Dell sales jump 21pc, margin erosion worries investors

14 May 2004

Dell’s first quarter revenues were up 21pc to US$11.5bn on the back of explosive growth in Europe and the Far East.

The computer hardware giant recorded sales growth of 38pc in Asia Pacific and Japan and 37pc in the EMEA region.

Despite the strong revenues, shares in the company fell by 3pc in after-hours trading after investors reacted to a slight fall in gross margins from 18.2pc in the fiscal fourth quarter to 18pc in the first quarter.

Dell has over 4,000 employees in Ireland, at Bray, Co Wicklow, and its European manufacturing hub in Limerick.

Product shipments for the period ended 30 April were up 25pc from the same quarter a year ago, nearly double the overall industry growth of 14pc.

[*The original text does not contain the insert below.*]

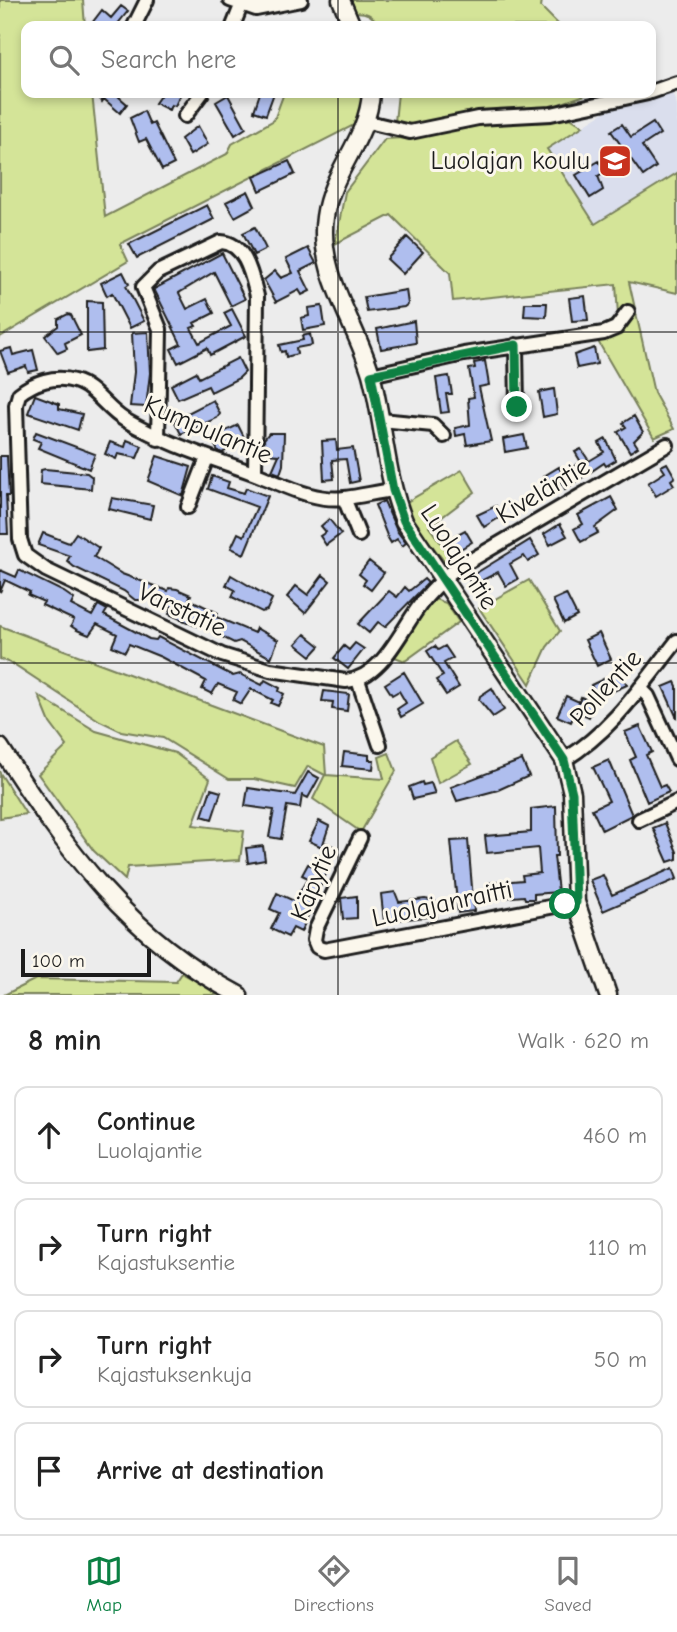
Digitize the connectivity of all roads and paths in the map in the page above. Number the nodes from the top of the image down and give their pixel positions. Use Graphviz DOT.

Shipments of Inspiron and Latitude notebook computers leapt 39pc, while Dimension and OptiPlex desktop computers were up 21pc.

Net earnings were US$731m, or 28 cents per share, 22pc higher than a year ago.

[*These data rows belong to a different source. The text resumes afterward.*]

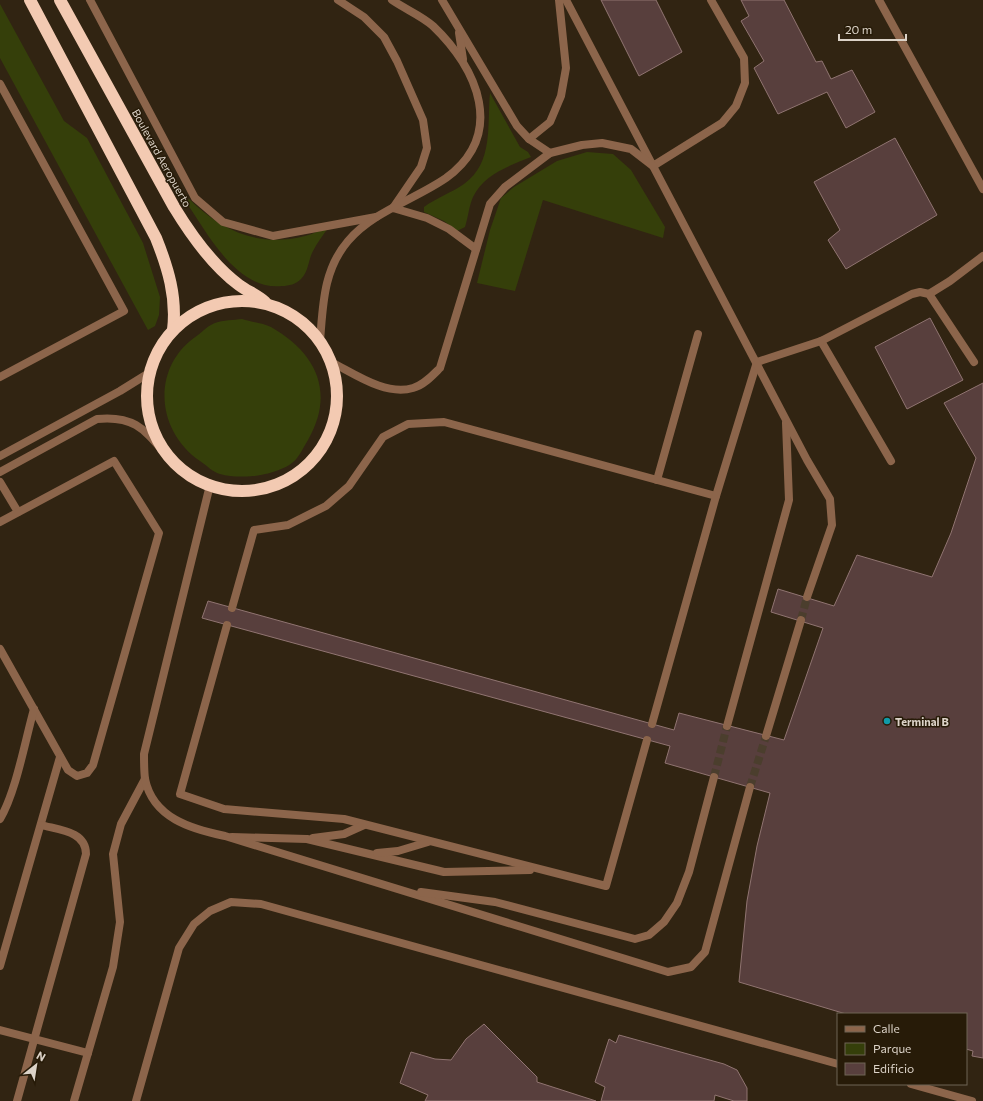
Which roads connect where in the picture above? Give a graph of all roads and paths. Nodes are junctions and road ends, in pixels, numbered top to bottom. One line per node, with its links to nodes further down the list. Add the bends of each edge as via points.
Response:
1 (30, 0): 24 (highway, via 156,238 173,292)
2 (60, 0): 23 (highway, Boulevard Aeropuerto, via 188,230 239,285)
3 (90, 0): 19 (street, via 195,198 223,222 273,236)
4 (338, 0): 18 (street, via 364,16 384,37 423,120 427,148 421,166)
5 (392, 0): 12 (street, via 432,25)
6 (442, 0): 11 (street)
7 (559, 0): 14 (street, via 566,68 561,96 550,122)
8 (566, 0): 16 (street)
9 (711, 0): 16 (street, via 744,58 745,83 736,106 722,123)
10 (879, 0): 17 (street)
11 (458, 27): 12 (street); 14 (street, via 517,126)
12 (463, 60): 18 (street, via 476,90 481,114 479,135 467,160 447,177 418,196)
13 (0, 84): 32 (street, via 124,311)
14 (529, 139): 15 (street)
15 (550, 153): 16 (street, via 602,143 631,149); 20 (street, via 497,194 490,204)
16 (653, 166): 29 (street)
17 (983, 189)
18 (393, 208): 19 (street); 20 (street, via 427,218 449,229)
19 (376, 217): 26 (street, via 348,241 332,264 326,283)
20 (476, 249): 28 (street, via 440,368 428,380 413,388 386,389)
21 (983, 256): 22 (street, via 950,282)
22 (929, 294): 27 (street, via 912,294); 30 (street)
23 (269, 305): 24 (highway, Boulevard Aeropuerto, via 248,301 218,304 191,315); 26 (highway, Boulevard Aeropuerto, via 291,314)
24 (173, 330): 31 (highway, Boulevard Aeropuerto, via 159,347)
25 (698, 334): 38 (street)
26 (320, 341): 28 (highway, Boulevard Aeropuerto)
27 (821, 341): 29 (street); 36 (street)
28 (331, 362): 40 (highway, Boulevard Aeropuerto, via 337,388 335,417 324,445 305,468 287,480 266,488 236,491)
29 (757, 362): 33 (street); 41 (street)
30 (974, 362)
31 (149, 373): 34 (street); 35 (highway, Boulevard Aeropuerto, via 146,390 149,420 154,434)
32 (0, 377)
33 (786, 420): 44 (street, via 830,499 832,525); 51 (street, via 789,500)
34 (0, 456)
35 (170, 459): 37 (street, via 146,431 130,421 97,419); 40 (highway, Boulevard Aeropuerto, via 194,478)
36 (891, 461)
37 (0, 472)
38 (657, 480): 41 (street); 45 (street, via 444,422 408,424 383,437 349,486 326,506 288,525 254,530)
39 (0, 482): 42 (street)
40 (210, 486): 56 (street, via 144,754)
41 (716, 496): 50 (street)
42 (18, 512): 43 (street); 54 (street, via 114,461 159,533 93,765 87,774 77,776 68,770)
43 (0, 522)
44 (807, 597)
45 (232, 608)
46 (801, 620): 52 (street)
47 (227, 625): 60 (street, via 180,794 224,809 337,818)
48 (0, 649): 49 (street)
49 (34, 709): 54 (street); 58 (street, via 12,789)
50 (652, 724)
51 (728, 726)
52 (766, 736)
53 (647, 740): 65 (street, via 606,886)
54 (60, 756): 59 (street)
55 (714, 777): 66 (street, via 689,872 677,903 664,922 649,935 635,939 495,902)
56 (145, 779): 61 (street, via 154,801 172,818 194,829); 70 (street, via 121,824 113,854 120,922 113,967)
57 (750, 787): 66 (street, via 705,952 691,967 668,972)
58 (0, 819)
59 (42, 825): 67 (street); 69 (street, via 77,835 86,846 86,854)
60 (364, 825): 62 (street, via 344,834); 63 (street)
61 (225, 836): 62 (street); 66 (street)
62 (307, 839): 64 (street)
63 (429, 841): 64 (street, via 398,851); 65 (street)
64 (372, 854): 65 (street, via 444,872)
65 (541, 869)
66 (398, 889)
67 (0, 966)
68 (0, 1030): 69 (street)
69 (35, 1039): 70 (street); 73 (street)
70 (88, 1053): 74 (street)
71 (837, 1064): 75 (street, via 261,904 231,902 210,910 194,924 178,948)
72 (915, 1085): 76 (street)
73 (17, 1101)
74 (74, 1101)
75 (136, 1101)
76 (972, 1101)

Dell server volumes in Asia Pacific and Japan increased 33pc. Dell Japan ranked No 1 in shipments of standards-based servers for the first time. Already No 1 in servers in China, Dell now is the top supplier in that product category in the region’s two largest markets.

In its home (US) market, Dell shipments rose 18pc, driven by strong demand from small and medium-sized businesses and consumers and more generous corporate spending.

Revenue from Dell/EMC storage systems rose 25pc, as the company focuses its sales efforts around mid-range storage area networks.

First-quarter revenue from software and peripheral products was up 39pc, helped by strong demand for Dell printers.

Dell already sells printers in selected European and Asian markets, and will introduce its first such products in Japan during the second quarter. The company plans to launch several new printers in the US in the next few weeks.

The company was predicting a similar performance level in the second quarter: revenues of approximately US$11.7bn, up 20pc, and per-share earnings of 29 cents, a 21pc increase.